### Task item
Scan the entries below. List each line with "roads".

===== Records for this exercise =====

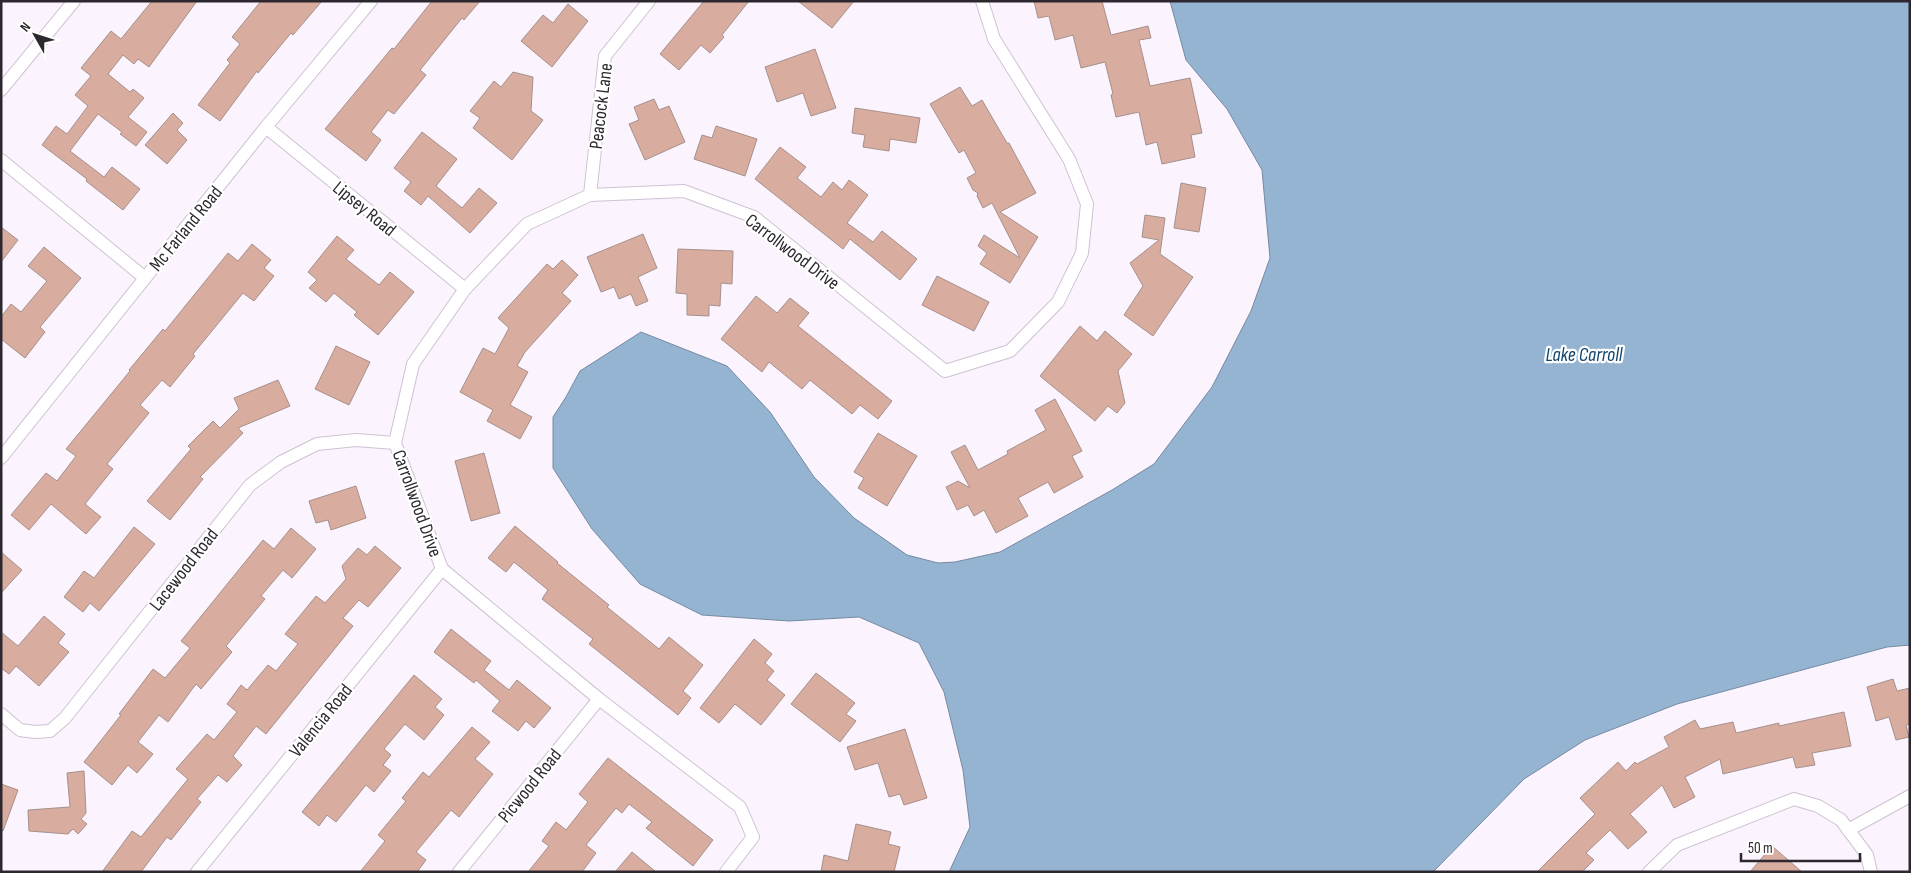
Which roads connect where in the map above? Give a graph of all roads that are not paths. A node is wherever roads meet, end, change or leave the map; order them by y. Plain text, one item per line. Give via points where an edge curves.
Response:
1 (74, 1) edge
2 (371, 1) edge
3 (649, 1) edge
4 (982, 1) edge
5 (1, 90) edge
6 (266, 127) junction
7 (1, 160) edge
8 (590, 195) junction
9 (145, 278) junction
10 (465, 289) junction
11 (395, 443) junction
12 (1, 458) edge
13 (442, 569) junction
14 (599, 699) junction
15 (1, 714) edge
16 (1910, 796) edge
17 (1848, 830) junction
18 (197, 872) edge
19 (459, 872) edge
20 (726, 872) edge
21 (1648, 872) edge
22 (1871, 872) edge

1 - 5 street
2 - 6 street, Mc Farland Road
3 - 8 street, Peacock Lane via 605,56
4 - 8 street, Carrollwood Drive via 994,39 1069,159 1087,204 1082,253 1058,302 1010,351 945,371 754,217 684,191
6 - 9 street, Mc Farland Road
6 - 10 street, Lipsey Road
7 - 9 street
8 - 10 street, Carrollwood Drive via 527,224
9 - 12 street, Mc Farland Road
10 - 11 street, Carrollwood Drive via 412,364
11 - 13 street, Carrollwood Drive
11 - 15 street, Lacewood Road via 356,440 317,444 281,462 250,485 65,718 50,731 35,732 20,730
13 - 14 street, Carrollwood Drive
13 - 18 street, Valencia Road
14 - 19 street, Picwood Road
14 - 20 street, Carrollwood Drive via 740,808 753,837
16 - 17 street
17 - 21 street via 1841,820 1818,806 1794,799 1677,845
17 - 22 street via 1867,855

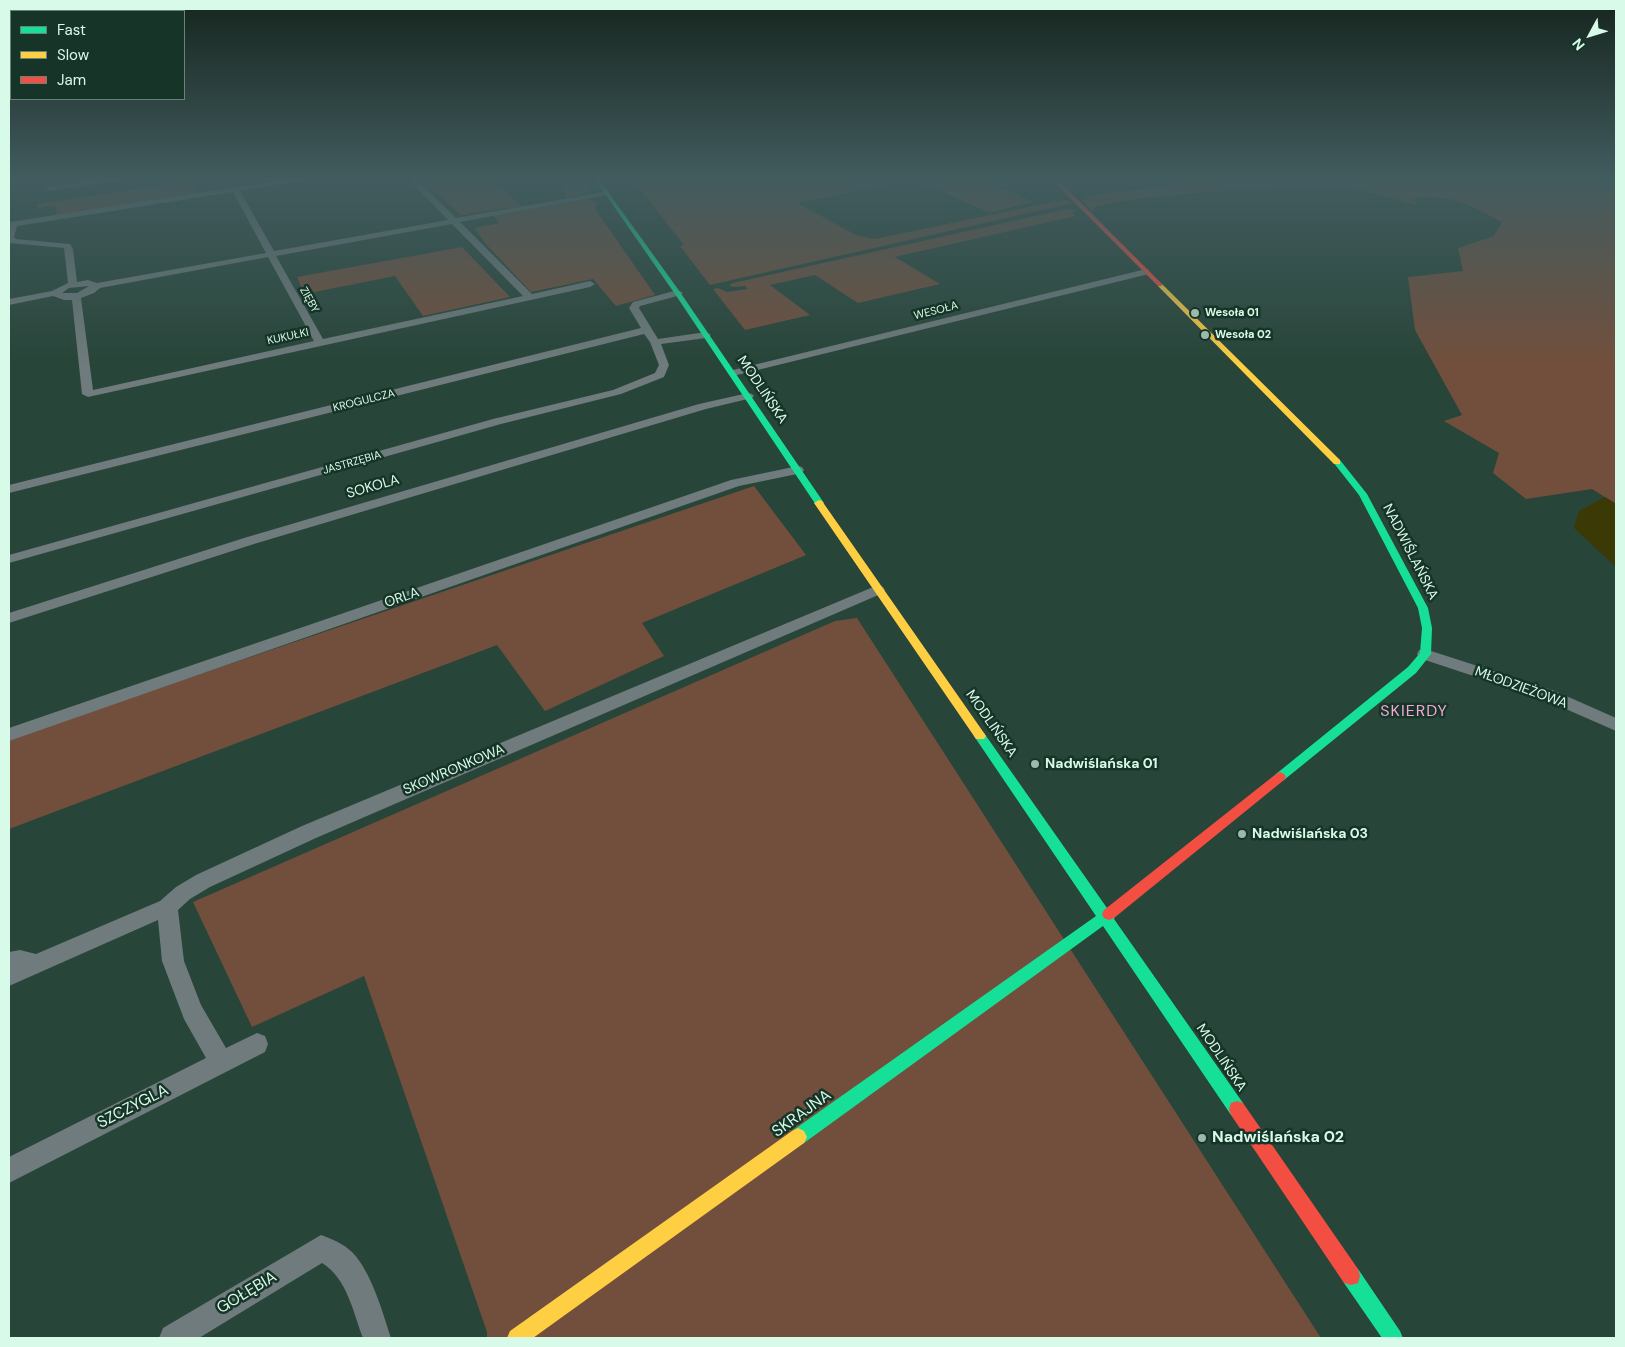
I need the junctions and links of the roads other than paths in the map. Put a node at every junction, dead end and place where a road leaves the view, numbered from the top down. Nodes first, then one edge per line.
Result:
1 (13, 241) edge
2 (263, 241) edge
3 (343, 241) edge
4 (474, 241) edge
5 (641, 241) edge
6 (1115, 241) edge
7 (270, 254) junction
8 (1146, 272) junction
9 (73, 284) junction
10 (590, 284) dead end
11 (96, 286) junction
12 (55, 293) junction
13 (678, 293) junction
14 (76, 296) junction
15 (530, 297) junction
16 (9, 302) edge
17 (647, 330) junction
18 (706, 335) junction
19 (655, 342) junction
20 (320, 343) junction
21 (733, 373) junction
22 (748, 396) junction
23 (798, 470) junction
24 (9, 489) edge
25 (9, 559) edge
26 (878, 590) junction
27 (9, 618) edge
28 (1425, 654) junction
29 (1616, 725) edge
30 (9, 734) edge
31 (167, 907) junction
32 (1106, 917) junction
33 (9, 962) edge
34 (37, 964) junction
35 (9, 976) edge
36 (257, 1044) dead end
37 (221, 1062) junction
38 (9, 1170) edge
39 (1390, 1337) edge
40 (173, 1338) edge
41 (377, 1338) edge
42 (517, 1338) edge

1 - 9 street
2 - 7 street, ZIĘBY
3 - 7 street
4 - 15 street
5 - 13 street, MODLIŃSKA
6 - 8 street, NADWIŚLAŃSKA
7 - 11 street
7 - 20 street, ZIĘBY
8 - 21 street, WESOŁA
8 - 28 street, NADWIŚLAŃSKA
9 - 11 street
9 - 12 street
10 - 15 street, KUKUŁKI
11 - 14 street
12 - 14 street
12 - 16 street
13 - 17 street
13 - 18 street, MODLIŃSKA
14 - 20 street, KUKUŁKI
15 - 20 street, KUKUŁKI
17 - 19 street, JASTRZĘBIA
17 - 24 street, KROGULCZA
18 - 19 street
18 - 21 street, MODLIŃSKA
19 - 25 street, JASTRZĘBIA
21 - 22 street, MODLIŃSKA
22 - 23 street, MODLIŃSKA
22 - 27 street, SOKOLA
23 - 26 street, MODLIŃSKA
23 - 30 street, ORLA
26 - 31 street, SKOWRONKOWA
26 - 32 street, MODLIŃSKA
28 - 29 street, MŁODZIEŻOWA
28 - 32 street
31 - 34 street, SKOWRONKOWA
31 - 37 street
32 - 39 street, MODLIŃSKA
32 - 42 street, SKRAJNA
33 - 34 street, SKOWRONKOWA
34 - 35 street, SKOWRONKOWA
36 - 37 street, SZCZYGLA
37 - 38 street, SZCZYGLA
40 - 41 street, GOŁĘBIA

=====

### Answer space
Which roads connect where in the map above? Give a graph of all roads that are not paths. A node is wherever roads meet, end, change or leave the map; order them by y. Plain text, one item per line. Give via points where an edge curves.
I need the junctions and links of the roads other than paths in the map. Put a node at every junction, dead end and place where a road leaves the view, numbered from the top down. Nodes first, then one edge per line.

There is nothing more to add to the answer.